● Work required
Take each line from the entries that holds "joint" and copy it out.

● Given information
------------------------------------------------------------

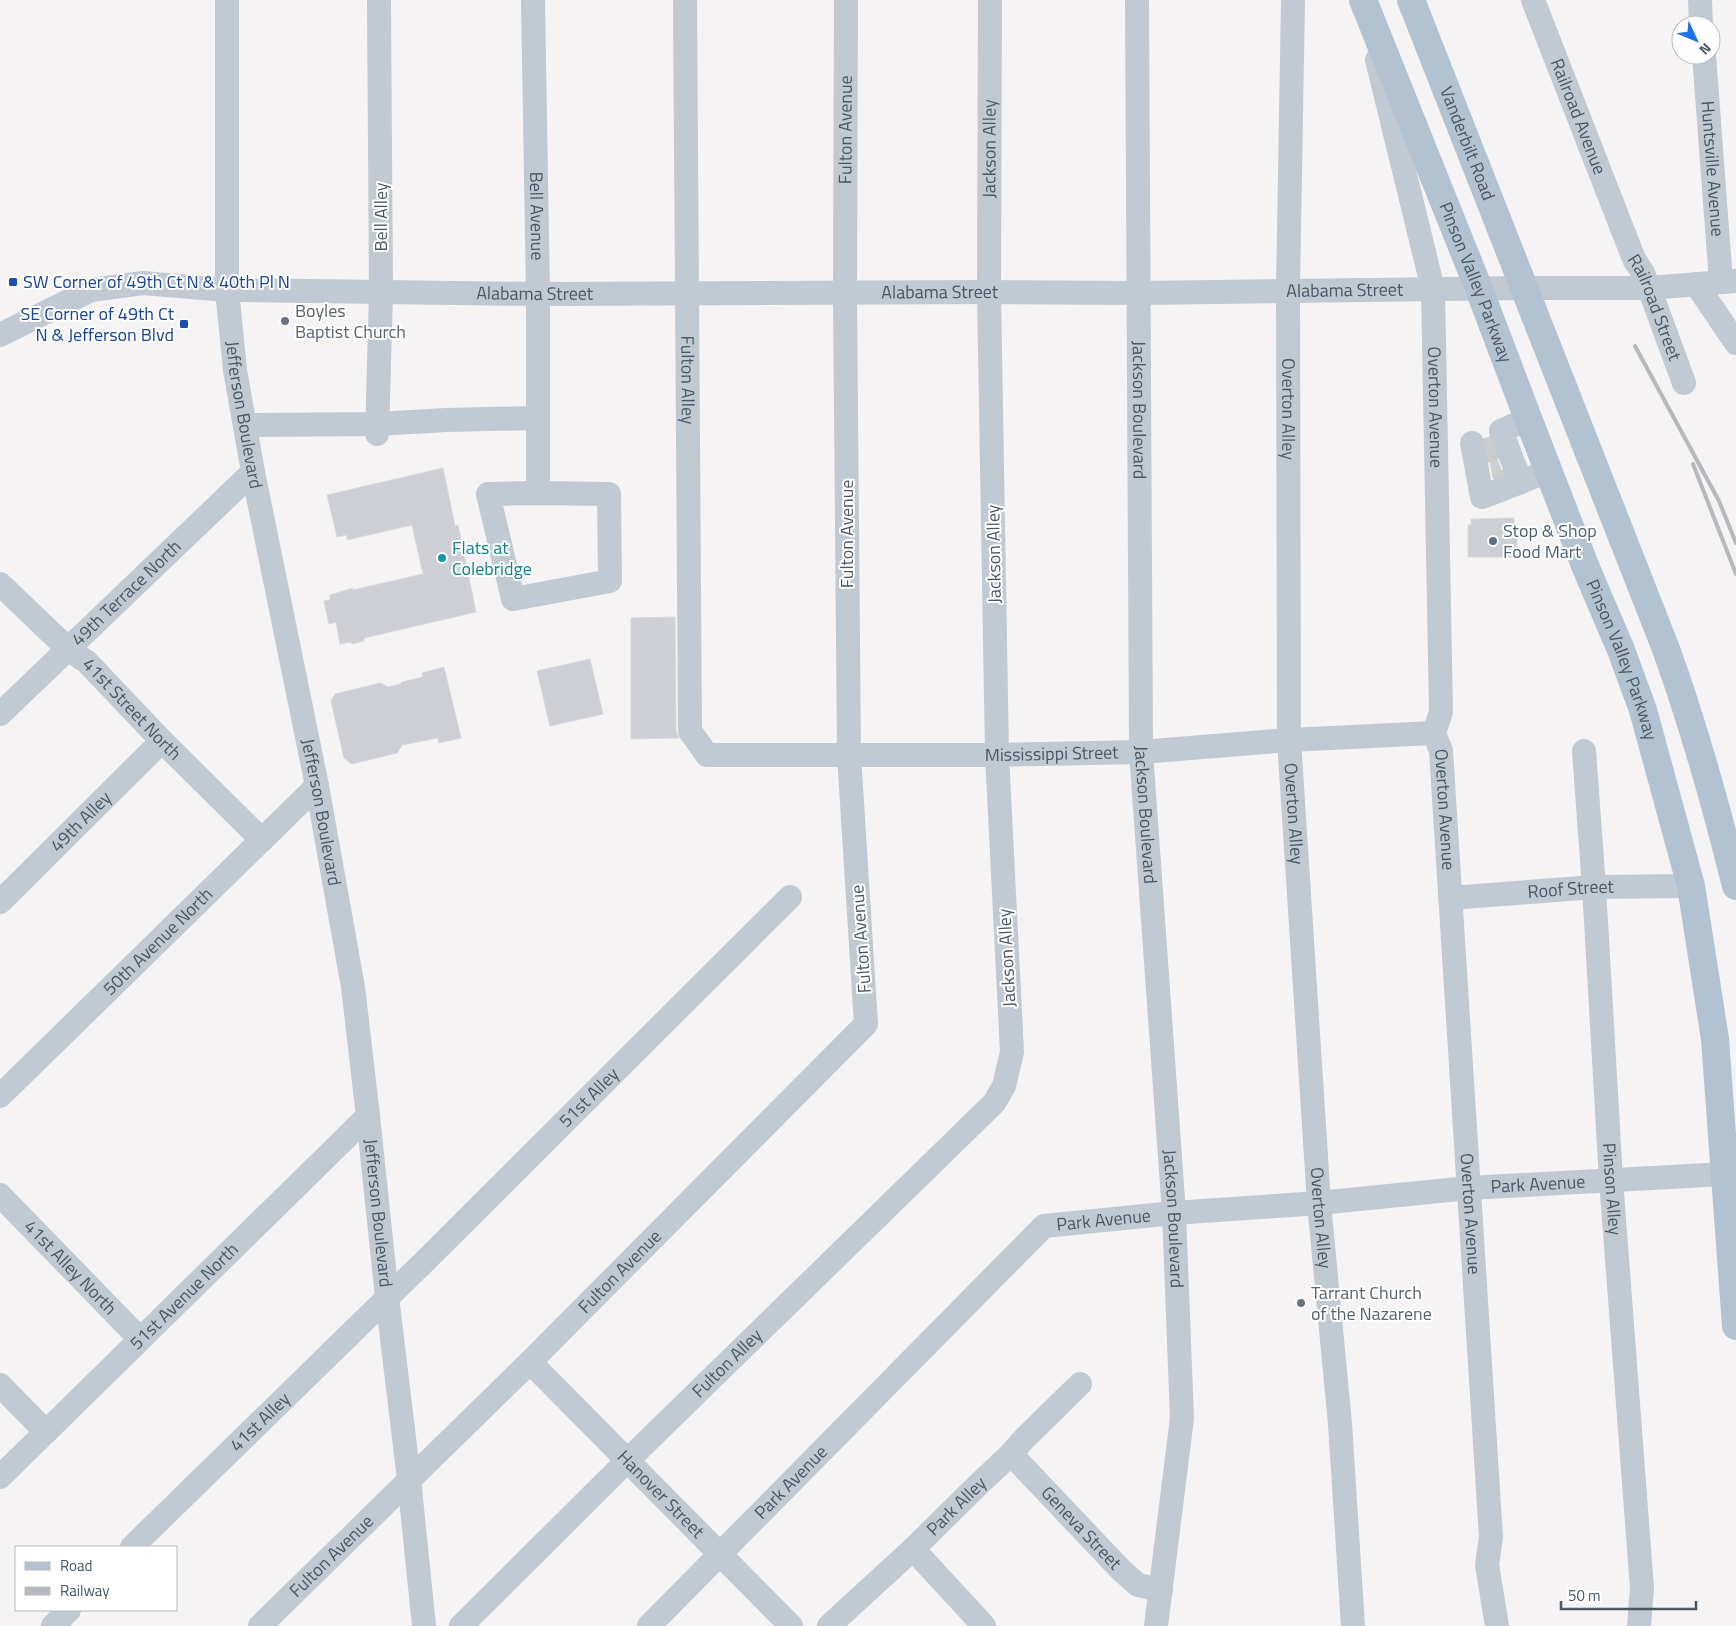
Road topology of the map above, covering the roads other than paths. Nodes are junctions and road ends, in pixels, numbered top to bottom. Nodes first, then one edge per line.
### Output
1 (227, 0) edge
2 (379, 0) edge
3 (533, 0) edge
4 (685, 0) edge
5 (846, 0) edge
6 (990, 0) edge
7 (1137, 0) edge
8 (1293, 0) edge
9 (1363, 0) edge
10 (1411, 0) edge
11 (1533, 0) edge
12 (1700, 0) edge
13 (1701, 15) edge
14 (1705, 65) edge
15 (1624, 233) joint
16 (1728, 281) edge
17 (1696, 284) junction
18 (1523, 288) junction
19 (1649, 288) junction
20 (1433, 289) junction
21 (1480, 289) junction
22 (227, 290) junction
23 (1288, 290) junction
24 (989, 292) junction
25 (381, 293) junction
26 (687, 293) junction
27 (1138, 293) junction
28 (538, 294) junction
29 (845, 294) junction
30 (0, 335) edge
31 (1736, 343) edge
32 (1684, 383) dead end
33 (538, 418) junction
34 (1528, 419) junction
35 (245, 425) junction
36 (377, 429) junction
37 (1501, 431) junction
38 (1436, 436) junction
39 (1472, 443) junction
40 (1548, 471) junction
41 (253, 472) junction
42 (1521, 482) junction
43 (538, 493) junction
44 (0, 584) edge
45 (68, 648) junction
46 (0, 714) edge
47 (1434, 733) junction
48 (1289, 740) junction
49 (162, 741) junction
50 (1584, 751) dead end
51 (1141, 752) junction
52 (707, 755) joint
53 (997, 755) junction
54 (848, 756) junction
55 (317, 786) junction
56 (262, 840) junction
57 (1691, 886) junction
58 (1736, 886) edge
59 (1594, 887) junction
60 (790, 897) dead end
61 (1450, 898) junction
62 (0, 902) edge
63 (0, 1096) edge
64 (994, 1104) joint
65 (368, 1116) junction
66 (1731, 1173) edge
67 (1611, 1180) junction
68 (1469, 1188) junction
69 (0, 1195) edge
70 (1319, 1203) junction
71 (1174, 1212) junction
72 (387, 1297) junction
73 (1736, 1326) edge
74 (140, 1339) junction
75 (530, 1362) junction
76 (1080, 1384) dead end
77 (0, 1385) edge
78 (46, 1432) junction
79 (1011, 1454) junction
80 (628, 1460) junction
81 (0, 1478) edge
82 (409, 1479) junction
83 (133, 1546) edge
84 (913, 1549) junction
85 (721, 1553) junction
86 (1161, 1590) junction
87 (68, 1611) edge
88 (52, 1626) edge
89 (260, 1626) edge
90 (424, 1626) edge
91 (461, 1626) edge
92 (649, 1626) edge
93 (791, 1626) edge
94 (829, 1626) edge
95 (984, 1626) edge
96 (1156, 1626) edge
97 (1353, 1626) edge
98 (1497, 1626) edge
99 (1639, 1626) edge

1 - 22 street, Jefferson Boulevard
2 - 25 street, Bell Alley
3 - 28 street, Bell Avenue
4 - 26 street, Fulton Alley
5 - 29 street, Fulton Avenue
6 - 24 street, Jackson Alley
7 - 27 street, Jackson Boulevard
8 - 23 street, Overton Alley
9 - 20 street, Overton Avenue
9 - 21 main road, Pinson Valley Parkway
10 - 18 main road, Vanderbilt Road
11 - 15 street, Railroad Avenue
12 - 13 street
14 - 16 street, Huntsville Avenue
15 - 19 street, Railroad Street
16 - 17 street, Alabama Street
17 - 19 street, Alabama Street
17 - 31 street
18 - 19 street, Alabama Street
18 - 21 street, Alabama Street
18 - 58 main road
19 - 32 street, Railroad Street
20 - 21 street, Alabama Street
20 - 23 street, Alabama Street
20 - 38 street, Overton Avenue
21 - 34 main road, Pinson Valley Parkway
22 - 25 street, Alabama Street
22 - 30 street, Alabama Street
22 - 35 street, Jefferson Boulevard
23 - 27 street, Alabama Street
23 - 48 street, Overton Alley
24 - 27 street, Alabama Street
24 - 29 street, Alabama Street
24 - 53 street, Jackson Alley
25 - 28 street, Alabama Street
25 - 36 street, Bell Alley
26 - 28 street, Alabama Street
26 - 29 street, Alabama Street
26 - 52 street, Fulton Alley
27 - 51 street, Jackson Boulevard
28 - 33 street, Bell Avenue
29 - 54 street, Fulton Avenue
33 - 36 street
33 - 43 street, Bell Avenue
34 - 37 street
34 - 40 main road, Pinson Valley Parkway
35 - 36 street
35 - 41 street, Jefferson Boulevard
37 - 39 street
37 - 42 street
38 - 39 street
38 - 47 street, Overton Avenue
39 - 42 street
40 - 42 street
40 - 57 main road, Pinson Valley Parkway
41 - 45 street, 49th Terrace North
41 - 55 street, Jefferson Boulevard
43 - 43 street
44 - 45 street, 41st Street North
45 - 46 street, 49th Terrace North
45 - 49 street, 41st Street North
47 - 48 street, Mississippi Street
47 - 61 street, Overton Avenue
48 - 51 street, Mississippi Street
48 - 70 street, Overton Alley
49 - 56 street, 41st Street North
49 - 62 street, 49th Alley
50 - 59 street, Pinson Alley
51 - 53 street, Mississippi Street
51 - 71 street, Jackson Boulevard
52 - 54 street, Mississippi Street
53 - 54 street, Mississippi Street
53 - 64 street, Jackson Alley
54 - 75 street, Fulton Avenue
55 - 56 street, 50th Avenue North
55 - 65 street, Jefferson Boulevard
56 - 63 street, 50th Avenue North
57 - 59 street, Roof Street
57 - 66 main road, Pinson Valley Parkway
59 - 61 street, Roof Street
59 - 67 street, Pinson Alley
60 - 72 street, 51st Alley
61 - 68 street, Overton Avenue
64 - 80 street, Fulton Alley
65 - 72 street, Jefferson Boulevard
65 - 74 street, 51st Avenue North
66 - 67 street, Park Avenue
66 - 73 main road, Pinson Valley Parkway
67 - 68 street, Park Avenue
67 - 99 street, Pinson Alley
68 - 70 street, Park Avenue
68 - 98 street, Overton Avenue
69 - 74 street, 41st Alley North
70 - 71 street, Park Avenue
70 - 97 street, Overton Alley
71 - 85 street, Park Avenue
71 - 86 street, Jackson Boulevard
72 - 82 street, Jefferson Boulevard
72 - 83 street, 41st Alley
74 - 78 street, 51st Avenue North
75 - 80 street, Hanover Street
75 - 82 street, Fulton Avenue
76 - 79 street, Park Alley
77 - 78 street
78 - 81 street, 51st Avenue North
79 - 84 street, Park Alley
79 - 86 street, Geneva Street
80 - 85 street, Hanover Street
80 - 91 street, Fulton Alley
82 - 89 street, Fulton Avenue
82 - 90 street, Jefferson Boulevard
84 - 94 street, Park Alley
84 - 95 street
85 - 92 street, Park Avenue
85 - 93 street, Hanover Street
86 - 96 street, Jackson Boulevard
87 - 88 street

------------------------------------------------------------

● Output of the task
15 (1624, 233) joint
52 (707, 755) joint
64 (994, 1104) joint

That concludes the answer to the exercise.